I guess my question is, does the storm deck need to win in one massive turn to be a successful storm deck? Or can it do a variety of things and maybe at the end win with a 4 storm count Tendrils of Agony? What's wrong with that? Isn't that more interactive anyway since a lot probably happened on both sides to make an 8 life drain lethal? Not even sure we fully disagree either. I think you are arguing this idea of overlapping mechanics, so I'm a bit surprised that the reanimator overlap seems good to you but the spells matter overlap seems bad (or am I misunderstanding?) If anything, the latter feels more natural to me since storm decks inevitably pack a billion spells (might as well have a dual purpose). Then again, I am not a good storm drafter so could be way off base here.

The red storm cards are much worse at actually killing people, but people keep on running them, on the basis that even if they never go into a storm deck, they can at least go into a value deck. I think thats the difference, the UB storm cards actually overlap since the same deck can benefit from them, while the red ones don't.

I got that feeling when drafting your retro cube. I would always go into it with the intent of drafting storm, and I've done that several times, but never with red cards, because the red storm deck is so hard to draft. These are my options:





Even if you were to give me ritual support, this just feels much more fragile than potential options in blue, black, or even green.

Taking it infinite outside power lists is really hard to do.

I think its actually much easier to do in low power lists. You gain access to temporal fissure, and a bunch of mana configurations that make mass mana generation trivial. Otherwise you are kind of dependent on rituals.
 
I think its actually much easier to do in low power lists. You gain access to temporal fissure, and a bunch of mana configurations that make mass mana generation trivial. Otherwise you are kind of dependent on rituals.


I'm clearly bad at drafting storm. But I just don't get this. Storm is like the poster child mechanic for broken magic enabled win conditions. It pretty much doesn't work any other way. How are you taking mana generation infinite and having enough cards in hand to find and cast your storm finisher in a low powered list before you are dying to virtually any deck applying board pressure?

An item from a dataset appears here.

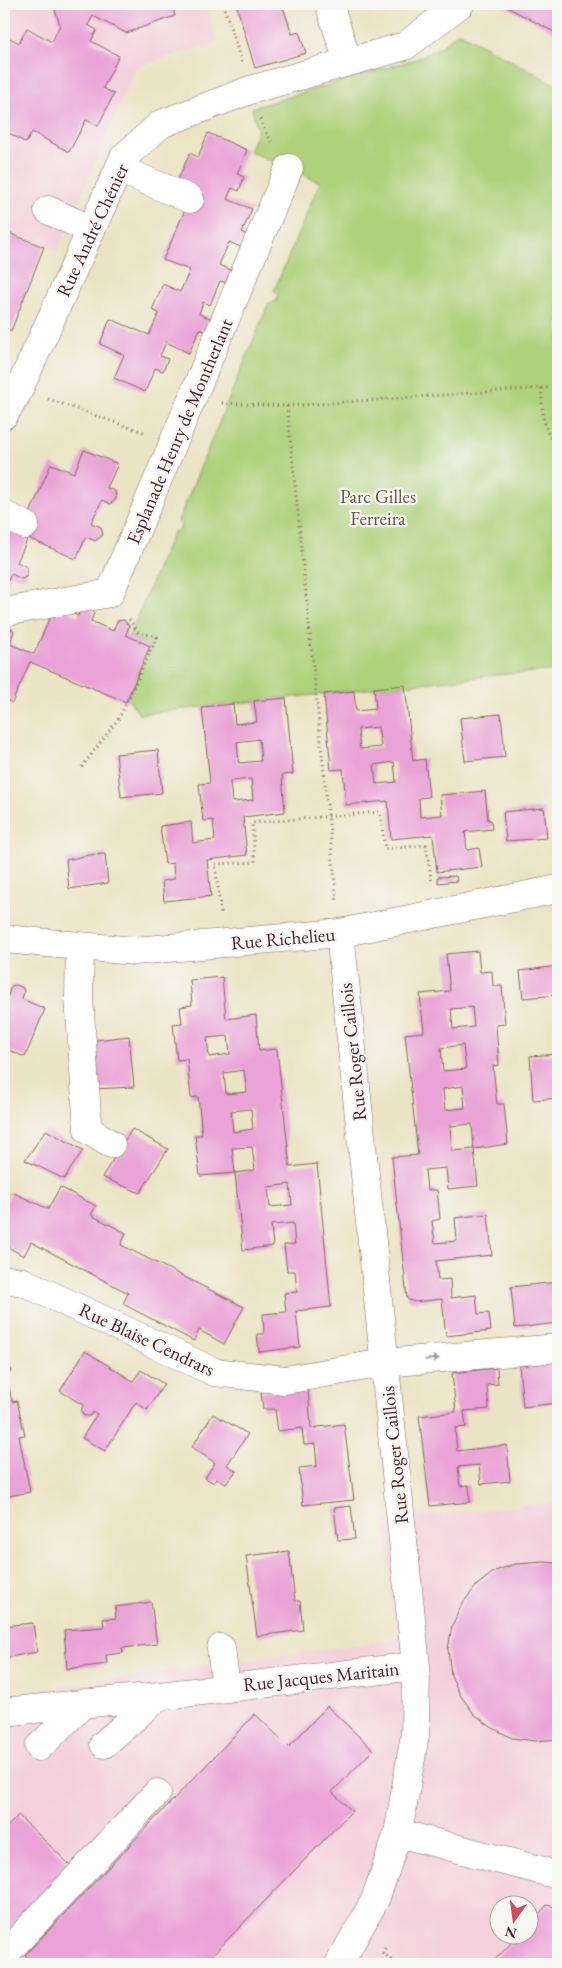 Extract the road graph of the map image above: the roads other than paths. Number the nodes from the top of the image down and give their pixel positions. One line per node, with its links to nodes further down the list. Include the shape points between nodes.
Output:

If I slotted the best storm deck I could build from my retro cube into my midrange cube, it would lose to every single deck it played against.

I re-watched that link you posted with LSV (actually, I watched all his vintage drafts plus the triple ravnica drafts - quite enjoy his commentary and seeing him play - if you haven't seen them, highly recommend the ravnica drafts. so good).

Anyway, that storm deck he had was way better than anything even possible in my retro list. And it simply doesn't function at all without key ultra powerful cards (channel was so important to that build he ran for more than one victory. So was time twister). I just don't get how this works in something like Penny Pincher or even my main list. A play like Mana Flare/Heartbeat of Spring, pass is almost forcing you to go off the next turn and hoping your opponent can't kill you with 8+ mana on their turn. How many ways are there in a low powered list to make that profitable?
 
I'm a storm dork and I also don't see it. Ahadabans and I agree again! Must be a full moon

e: duress, sapphire medallion/nightscape familiar, archaeomancer, peregrine drake, duress, ghostly flicker is a turn 4 protected storm engine

(that requires 4-6 cards in hand by turn 4 since you've also gotta pour that mana into something)
 

Grillo_Parlante

Contributor
I'm clearly bad at drafting storm. But I just don't get this. Storm is like the poster child mechanic for broken magic enabled win conditions. It pretty much doesn't work any other way. How are you taking mana generation infinite and having enough cards in hand to find and cast your storm finisher in a low powered list before you are dying to virtually any deck applying board pressure? If I slotted the best storm deck I could build from my retro cube into my midrange cube, it would lose to every single deck it played against.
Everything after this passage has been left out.